A montadora de veículos elétricos Rivian enfrenta uma ação judicial coletiva após clientes alegarem que a empresa exagerou sobre as capacidades de direção autônoma de seus primeiros modelos. Os proprietários apontam que a Rivian afirmou que os utilitários R1T e R1S de primeira geração seriam capazes de operar no nível 3 de autonomia, permitindo que o veículo controlasse aceleração, frenagem e direção sem intervenção do motorista.
A reclamação judicial sustenta que a montadorafabricou os veículos da geração inicial sem o hardware necessário, incluindo câmeras, sensores e unidades de processamento adequadas para viabilizar a condução sem as mãos.

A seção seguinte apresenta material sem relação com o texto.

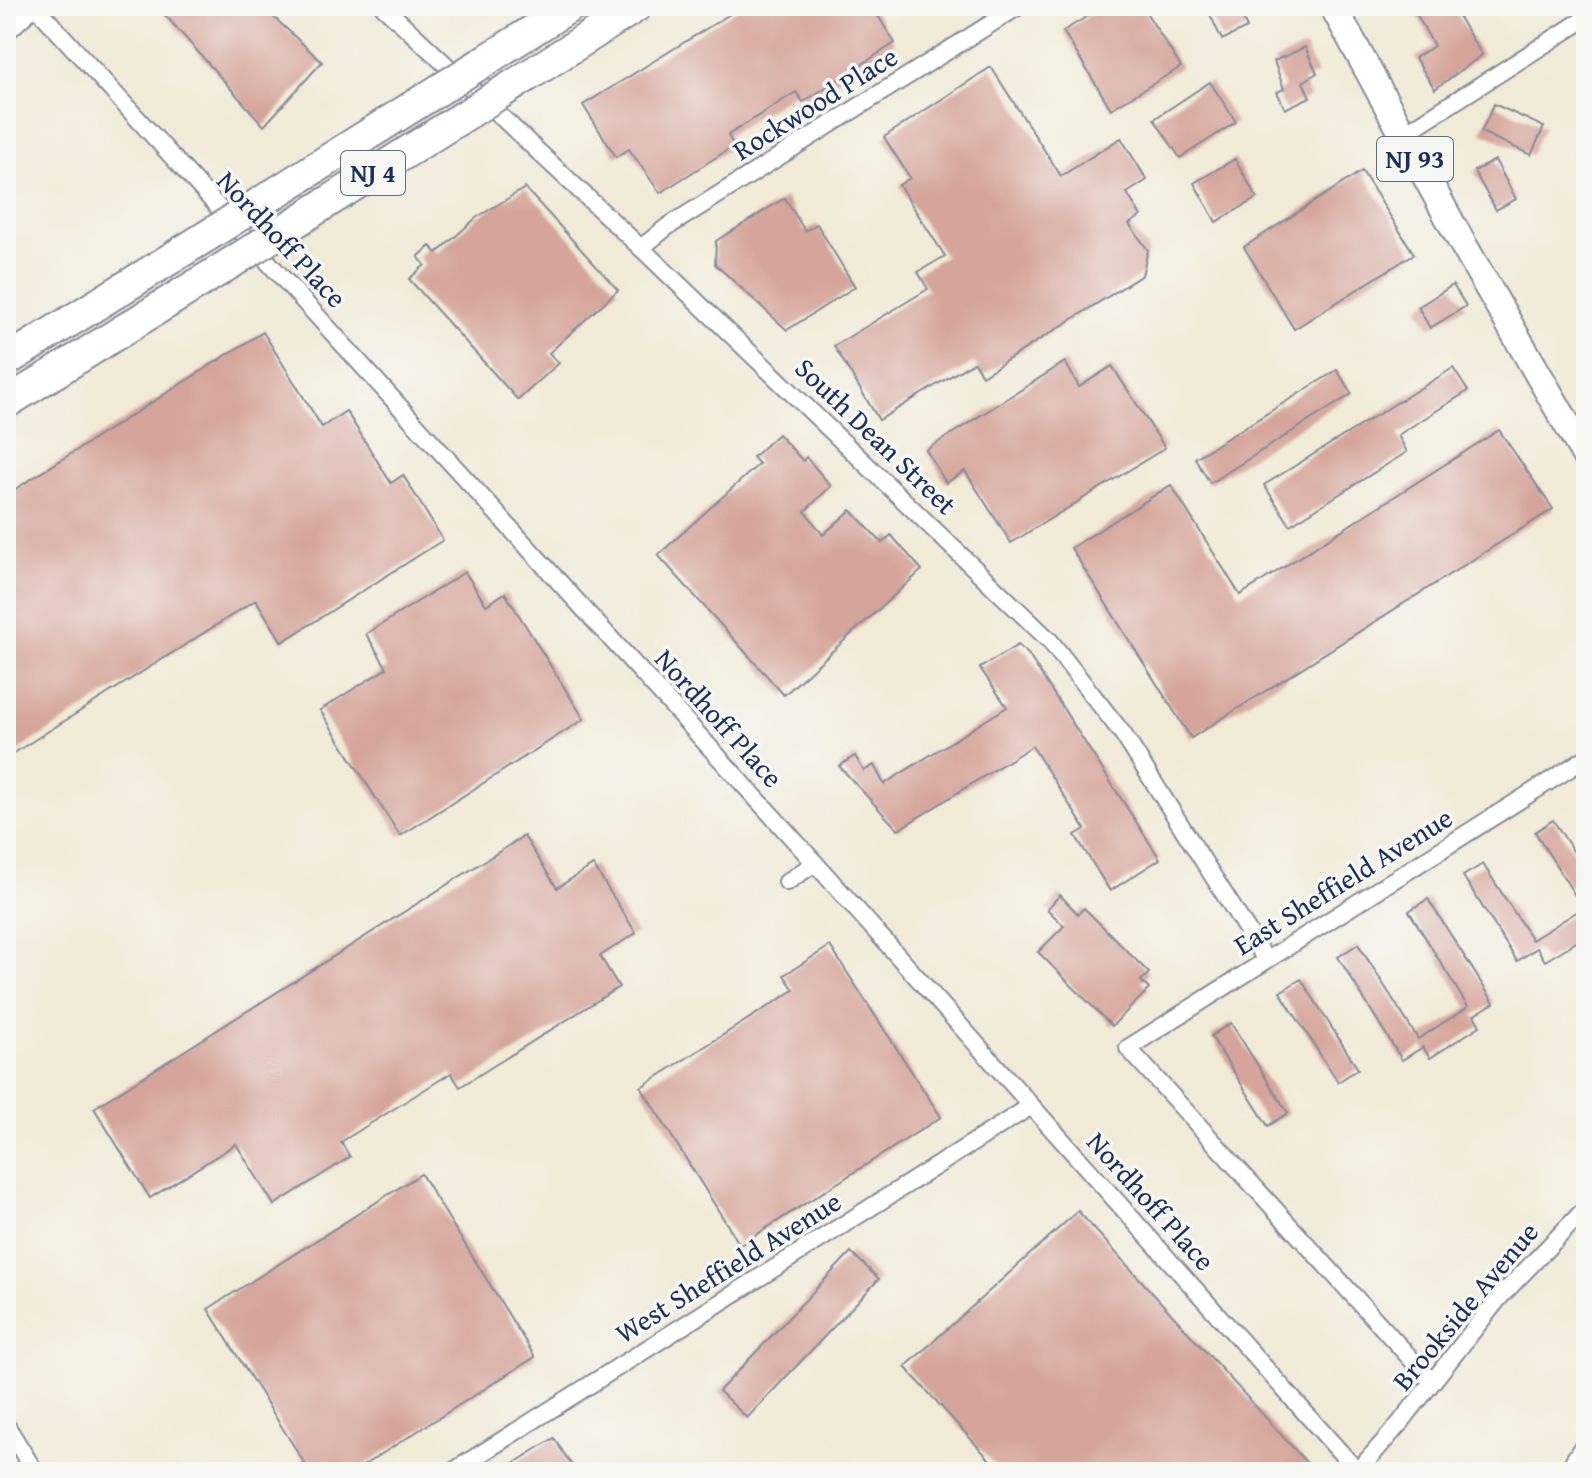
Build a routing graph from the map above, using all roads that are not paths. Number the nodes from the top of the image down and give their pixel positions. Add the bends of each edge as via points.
1 (35, 6) edge
2 (383, 6) edge
3 (571, 6) edge
4 (637, 6) edge
5 (1019, 6) edge
6 (1333, 6) edge
7 (1586, 18) edge
8 (6, 33) edge
9 (1402, 135) junction
10 (641, 248) junction
11 (6, 361) edge
12 (6, 403) edge
13 (1586, 457) edge
14 (1586, 758) edge
15 (815, 863) junction
16 (787, 882) dead end
17 (1266, 960) junction
18 (1031, 1106) junction
19 (1586, 1208) edge
20 (1432, 1382) junction
21 (6, 1425) edge
22 (1586, 1454) edge
23 (35, 1472) edge
24 (452, 1472) edge
25 (1357, 1472) edge
26 (1575, 1472) edge

1 - 8 street, Nordhoff Place
1 - 15 street, Nordhoff Place
2 - 10 street, South Dean Street
3 - 11 highway, NJ 4, bridge
4 - 12 highway, NJ 4, bridge
5 - 10 street, Rockwood Place
6 - 9 main road, NJ 93
7 - 9 street
9 - 13 main road, NJ 93
10 - 17 street, South Dean Street via 1050,641 1123,734
14 - 17 street, East Sheffield Avenue
15 - 16 street
15 - 18 street, Nordhoff Place
17 - 20 street, East Sheffield Avenue via 1128,1048
18 - 24 street, West Sheffield Avenue
18 - 25 street, Nordhoff Place
19 - 20 street, Brookside Avenue via 1498,1299
20 - 25 street, Brookside Avenue
21 - 23 street
22 - 26 highway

Os advogados dos clientes afirmam que nenhuma atualização de software, por mais sofisticada que seja, conseguirá fazer os veículos operarem conforme originalmente anunciado.
Os demandantes garantem que a Rivian tinha conhecimento de que seus veículos de primeira geração jamais alcançariam a autonomia nível 3 ou a prometida condução sem intervenção humana, mas mesmo assim continuou divulgando as supostas capacidades para induzir consumidores à compra.
A empresa lançou uma atualização de software chamada de "direção sem mãos universal" no final do ano passado, disponibilizando a tecnologia para a nova linha de veículos R2 e para a segunda geração da família R1. Quando procurada pela imprensa especializada, a Rivian declinou comentar o processo em tramitação.